Set down the data below in full, exactly as it reads, but without the pictures.

** Opening Data provided block **

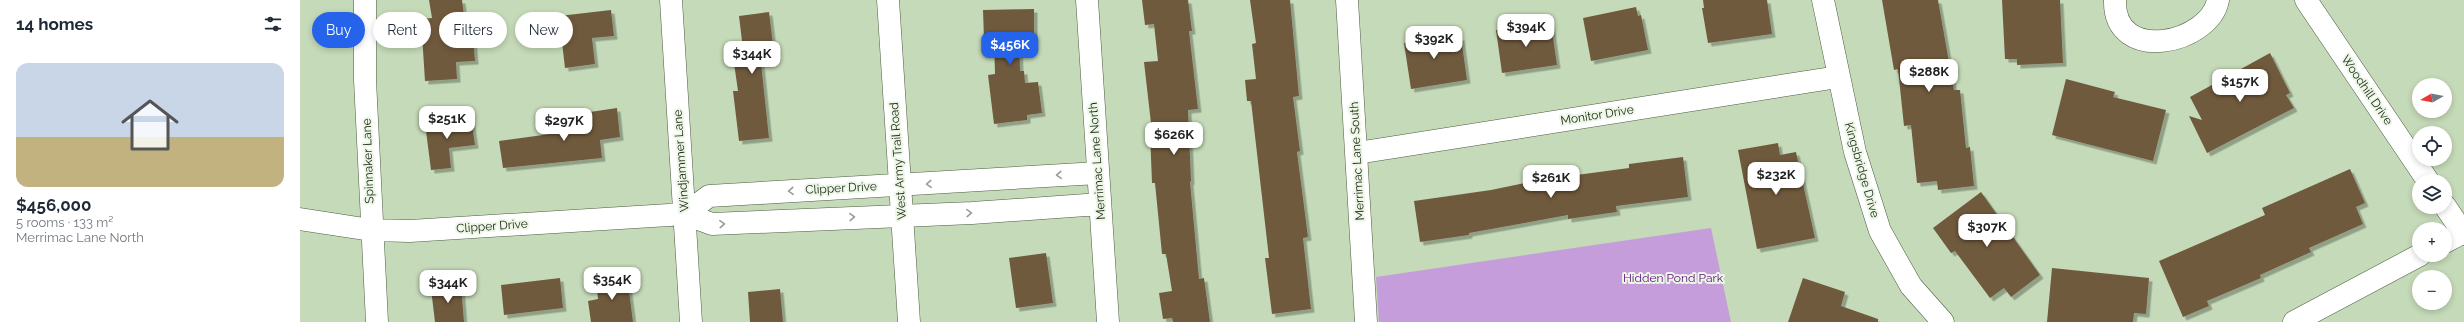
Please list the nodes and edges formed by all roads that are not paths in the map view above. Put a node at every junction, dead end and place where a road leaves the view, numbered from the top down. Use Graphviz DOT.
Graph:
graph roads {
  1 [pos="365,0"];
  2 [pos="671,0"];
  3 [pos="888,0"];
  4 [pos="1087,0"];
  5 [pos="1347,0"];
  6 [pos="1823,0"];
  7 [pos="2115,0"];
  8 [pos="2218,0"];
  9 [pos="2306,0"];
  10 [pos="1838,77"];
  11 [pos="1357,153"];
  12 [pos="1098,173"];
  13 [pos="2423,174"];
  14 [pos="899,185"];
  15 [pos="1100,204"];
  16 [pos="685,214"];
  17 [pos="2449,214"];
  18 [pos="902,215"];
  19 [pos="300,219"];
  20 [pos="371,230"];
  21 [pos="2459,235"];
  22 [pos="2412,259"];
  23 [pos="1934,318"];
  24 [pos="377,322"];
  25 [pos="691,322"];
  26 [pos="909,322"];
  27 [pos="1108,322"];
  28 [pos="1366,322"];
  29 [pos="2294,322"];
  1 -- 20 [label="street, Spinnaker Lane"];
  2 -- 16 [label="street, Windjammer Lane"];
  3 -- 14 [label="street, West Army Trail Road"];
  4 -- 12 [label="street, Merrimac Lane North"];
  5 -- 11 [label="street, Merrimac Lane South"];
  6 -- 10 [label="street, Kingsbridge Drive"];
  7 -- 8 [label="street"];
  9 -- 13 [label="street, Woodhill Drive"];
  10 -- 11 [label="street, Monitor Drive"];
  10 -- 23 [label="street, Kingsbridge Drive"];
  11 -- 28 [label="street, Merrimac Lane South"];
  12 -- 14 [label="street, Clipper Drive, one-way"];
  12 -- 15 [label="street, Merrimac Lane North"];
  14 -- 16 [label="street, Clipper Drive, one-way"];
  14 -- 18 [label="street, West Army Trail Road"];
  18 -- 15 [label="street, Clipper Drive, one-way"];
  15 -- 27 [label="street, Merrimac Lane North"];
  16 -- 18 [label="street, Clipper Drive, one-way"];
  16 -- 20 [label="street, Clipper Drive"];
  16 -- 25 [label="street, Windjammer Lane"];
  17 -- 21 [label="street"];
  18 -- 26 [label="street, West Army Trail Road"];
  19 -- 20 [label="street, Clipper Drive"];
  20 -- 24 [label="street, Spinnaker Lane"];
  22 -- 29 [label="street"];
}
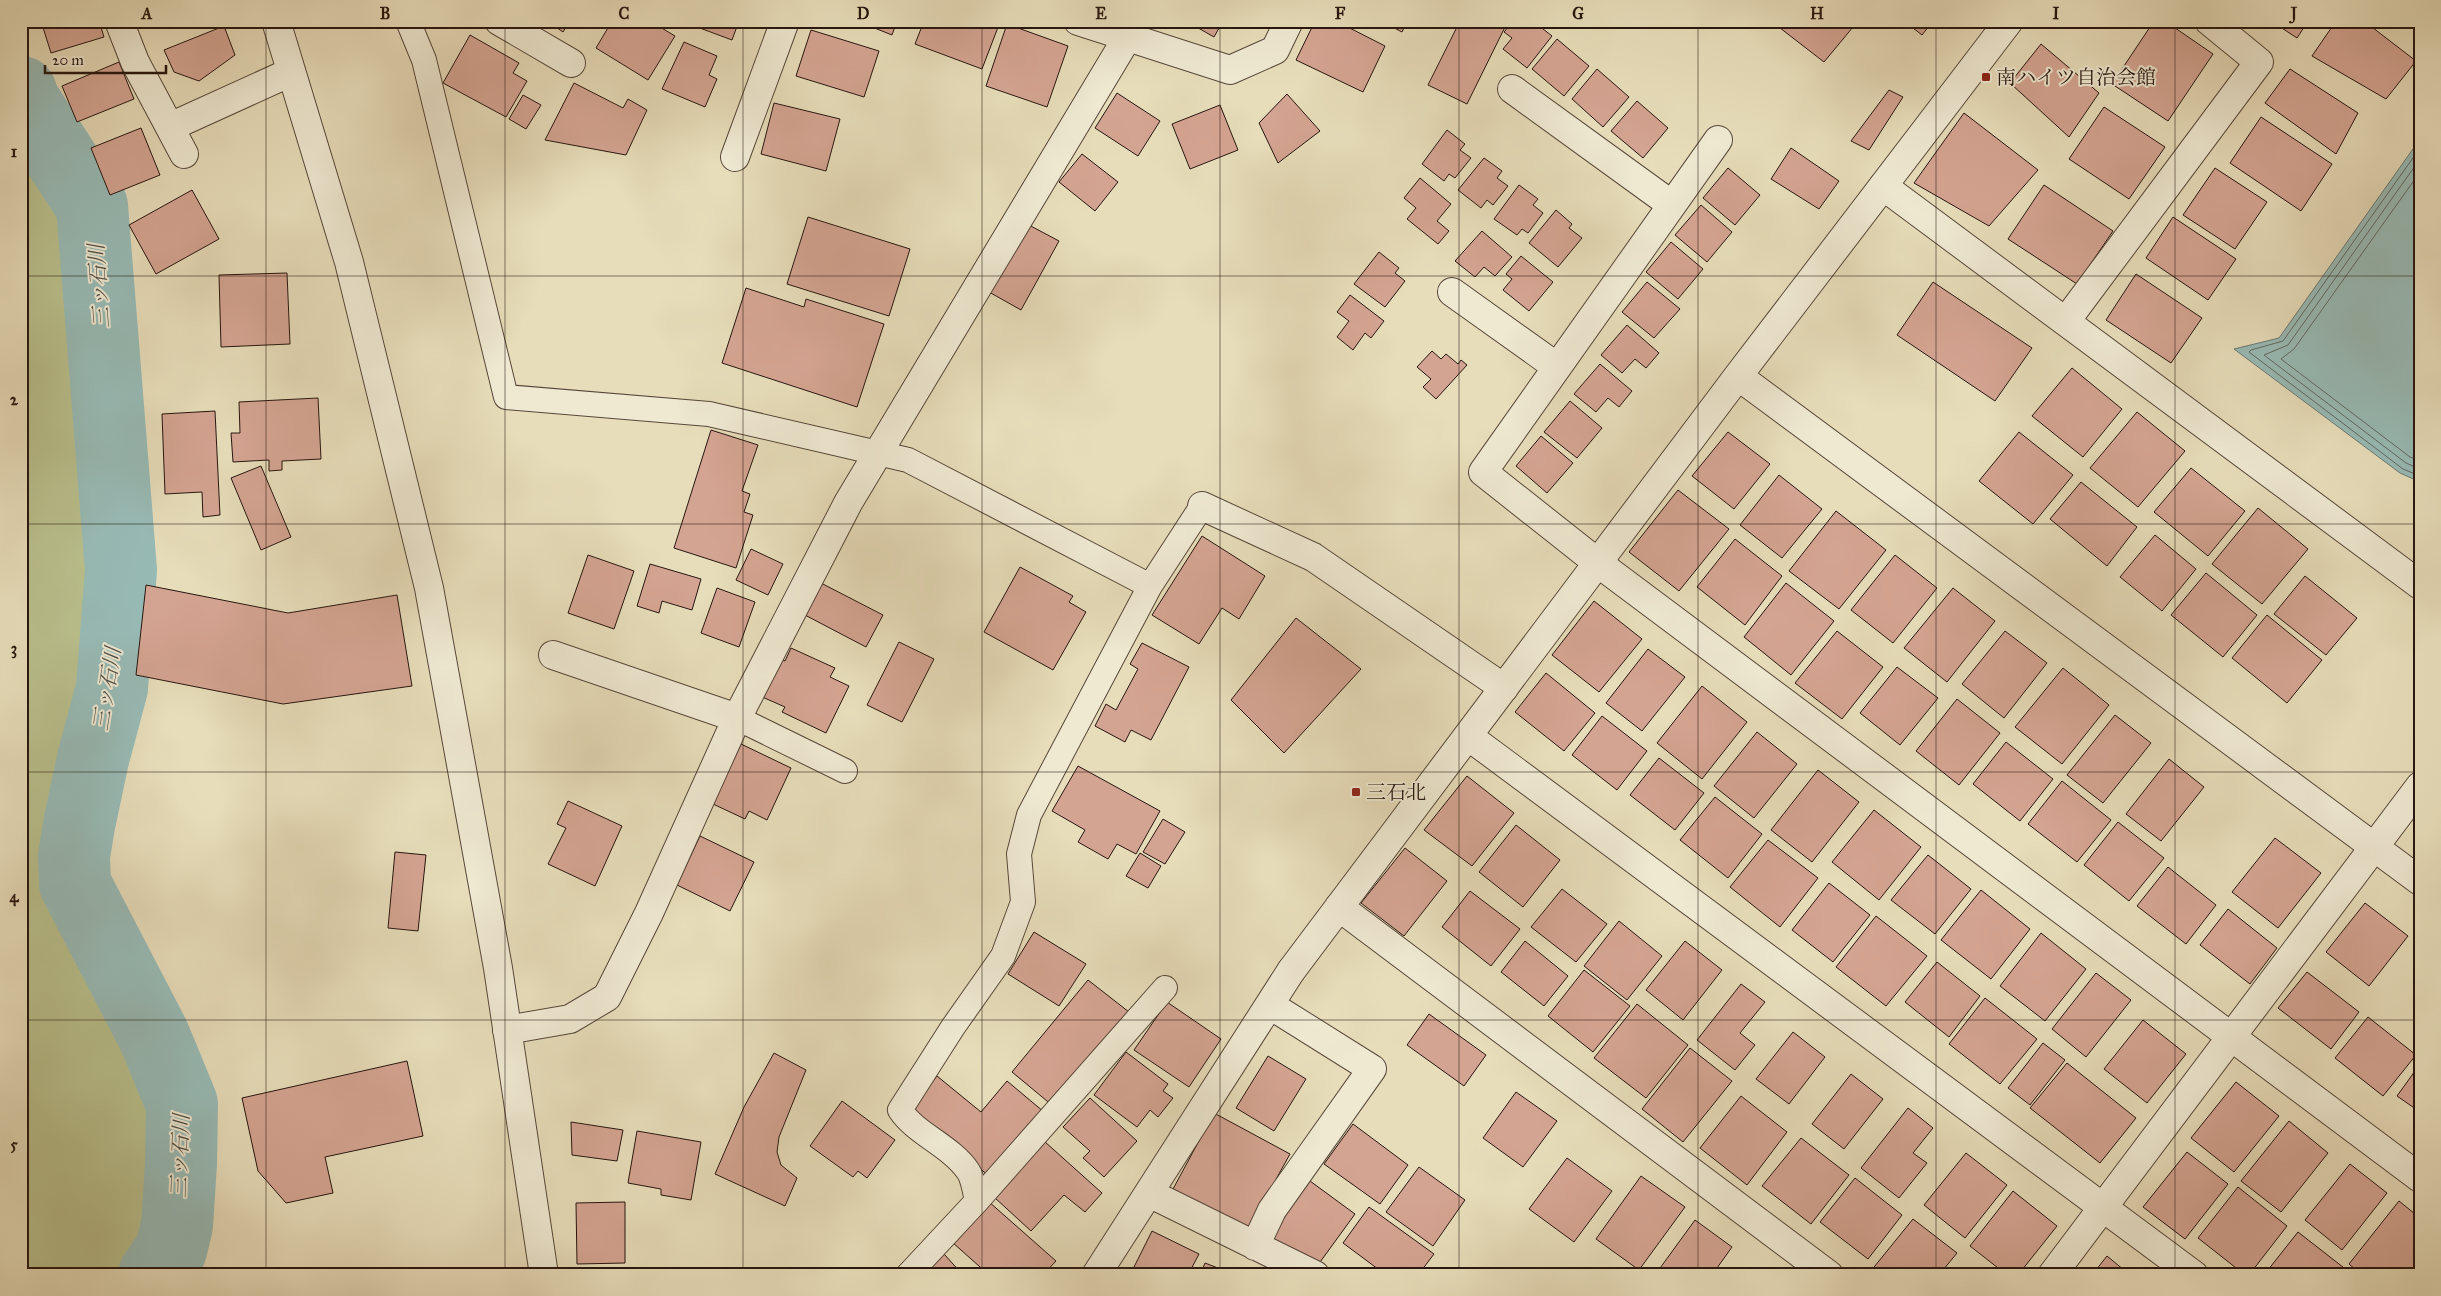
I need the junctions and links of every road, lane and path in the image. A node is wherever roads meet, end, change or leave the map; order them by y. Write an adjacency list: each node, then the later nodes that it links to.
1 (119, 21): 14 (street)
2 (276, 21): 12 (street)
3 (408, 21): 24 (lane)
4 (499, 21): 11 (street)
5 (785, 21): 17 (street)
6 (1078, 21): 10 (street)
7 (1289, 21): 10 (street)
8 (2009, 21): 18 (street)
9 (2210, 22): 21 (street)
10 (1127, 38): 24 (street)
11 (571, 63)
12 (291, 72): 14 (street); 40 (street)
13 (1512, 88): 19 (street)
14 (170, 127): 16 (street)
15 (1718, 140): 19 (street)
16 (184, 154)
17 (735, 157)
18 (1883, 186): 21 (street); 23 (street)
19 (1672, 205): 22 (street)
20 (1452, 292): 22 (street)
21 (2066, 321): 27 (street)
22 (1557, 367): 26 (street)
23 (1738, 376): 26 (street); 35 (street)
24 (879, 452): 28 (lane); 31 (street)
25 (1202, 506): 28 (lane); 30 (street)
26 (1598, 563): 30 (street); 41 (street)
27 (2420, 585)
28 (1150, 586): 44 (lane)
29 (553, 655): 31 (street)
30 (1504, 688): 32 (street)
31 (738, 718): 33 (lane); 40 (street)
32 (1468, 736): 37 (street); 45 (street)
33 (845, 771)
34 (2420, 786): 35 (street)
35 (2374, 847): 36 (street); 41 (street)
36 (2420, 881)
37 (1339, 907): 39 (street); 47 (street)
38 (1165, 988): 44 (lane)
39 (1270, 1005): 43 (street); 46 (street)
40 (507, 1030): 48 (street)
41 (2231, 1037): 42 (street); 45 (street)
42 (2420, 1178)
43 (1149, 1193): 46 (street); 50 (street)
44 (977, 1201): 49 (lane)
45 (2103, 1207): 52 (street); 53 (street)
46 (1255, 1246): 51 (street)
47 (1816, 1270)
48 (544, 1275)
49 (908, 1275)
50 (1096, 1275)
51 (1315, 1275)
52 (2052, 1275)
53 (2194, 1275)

** Closing Data provided block **

Solution for this problem —
Please list the nodes and edges formed by all roads that are not paths in the map view above. Put a node at every junction, dead end and place where a road leaves the view, numbered from the top down. Use Graphviz DOT.
Graph:
graph roads {
  1 [pos="365,0"];
  2 [pos="671,0"];
  3 [pos="888,0"];
  4 [pos="1087,0"];
  5 [pos="1347,0"];
  6 [pos="1823,0"];
  7 [pos="2115,0"];
  8 [pos="2218,0"];
  9 [pos="2306,0"];
  10 [pos="1838,77"];
  11 [pos="1357,153"];
  12 [pos="1098,173"];
  13 [pos="2423,174"];
  14 [pos="899,185"];
  15 [pos="1100,204"];
  16 [pos="685,214"];
  17 [pos="2449,214"];
  18 [pos="902,215"];
  19 [pos="300,219"];
  20 [pos="371,230"];
  21 [pos="2459,235"];
  22 [pos="2412,259"];
  23 [pos="1934,318"];
  24 [pos="377,322"];
  25 [pos="691,322"];
  26 [pos="909,322"];
  27 [pos="1108,322"];
  28 [pos="1366,322"];
  29 [pos="2294,322"];
  1 -- 20 [label="street, Spinnaker Lane"];
  2 -- 16 [label="street, Windjammer Lane"];
  3 -- 14 [label="street, West Army Trail Road"];
  4 -- 12 [label="street, Merrimac Lane North"];
  5 -- 11 [label="street, Merrimac Lane South"];
  6 -- 10 [label="street, Kingsbridge Drive"];
  7 -- 8 [label="street"];
  9 -- 13 [label="street, Woodhill Drive"];
  10 -- 11 [label="street, Monitor Drive"];
  10 -- 23 [label="street, Kingsbridge Drive"];
  11 -- 28 [label="street, Merrimac Lane South"];
  12 -- 14 [label="street, Clipper Drive, one-way"];
  12 -- 15 [label="street, Merrimac Lane North"];
  14 -- 16 [label="street, Clipper Drive, one-way"];
  14 -- 18 [label="street, West Army Trail Road"];
  18 -- 15 [label="street, Clipper Drive, one-way"];
  15 -- 27 [label="street, Merrimac Lane North"];
  16 -- 18 [label="street, Clipper Drive, one-way"];
  16 -- 20 [label="street, Clipper Drive"];
  16 -- 25 [label="street, Windjammer Lane"];
  17 -- 21 [label="street"];
  18 -- 26 [label="street, West Army Trail Road"];
  19 -- 20 [label="street, Clipper Drive"];
  20 -- 24 [label="street, Spinnaker Lane"];
  22 -- 29 [label="street"];
}
I need the junctions and links of every road, lane and path in the image. A node is wherever roads meet, end, change or leave the map; order them by y. Write an adjacency list: each node, then the later nodes that it links to.
1 (119, 21): 14 (street)
2 (276, 21): 12 (street)
3 (408, 21): 24 (lane)
4 (499, 21): 11 (street)
5 (785, 21): 17 (street)
6 (1078, 21): 10 (street)
7 (1289, 21): 10 (street)
8 (2009, 21): 18 (street)
9 (2210, 22): 21 (street)
10 (1127, 38): 24 (street)
11 (571, 63)
12 (291, 72): 14 (street); 40 (street)
13 (1512, 88): 19 (street)
14 (170, 127): 16 (street)
15 (1718, 140): 19 (street)
16 (184, 154)
17 (735, 157)
18 (1883, 186): 21 (street); 23 (street)
19 (1672, 205): 22 (street)
20 (1452, 292): 22 (street)
21 (2066, 321): 27 (street)
22 (1557, 367): 26 (street)
23 (1738, 376): 26 (street); 35 (street)
24 (879, 452): 28 (lane); 31 (street)
25 (1202, 506): 28 (lane); 30 (street)
26 (1598, 563): 30 (street); 41 (street)
27 (2420, 585)
28 (1150, 586): 44 (lane)
29 (553, 655): 31 (street)
30 (1504, 688): 32 (street)
31 (738, 718): 33 (lane); 40 (street)
32 (1468, 736): 37 (street); 45 (street)
33 (845, 771)
34 (2420, 786): 35 (street)
35 (2374, 847): 36 (street); 41 (street)
36 (2420, 881)
37 (1339, 907): 39 (street); 47 (street)
38 (1165, 988): 44 (lane)
39 (1270, 1005): 43 (street); 46 (street)
40 (507, 1030): 48 (street)
41 (2231, 1037): 42 (street); 45 (street)
42 (2420, 1178)
43 (1149, 1193): 46 (street); 50 (street)
44 (977, 1201): 49 (lane)
45 (2103, 1207): 52 (street); 53 (street)
46 (1255, 1246): 51 (street)
47 (1816, 1270)
48 (544, 1275)
49 (908, 1275)
50 (1096, 1275)
51 (1315, 1275)
52 (2052, 1275)
53 (2194, 1275)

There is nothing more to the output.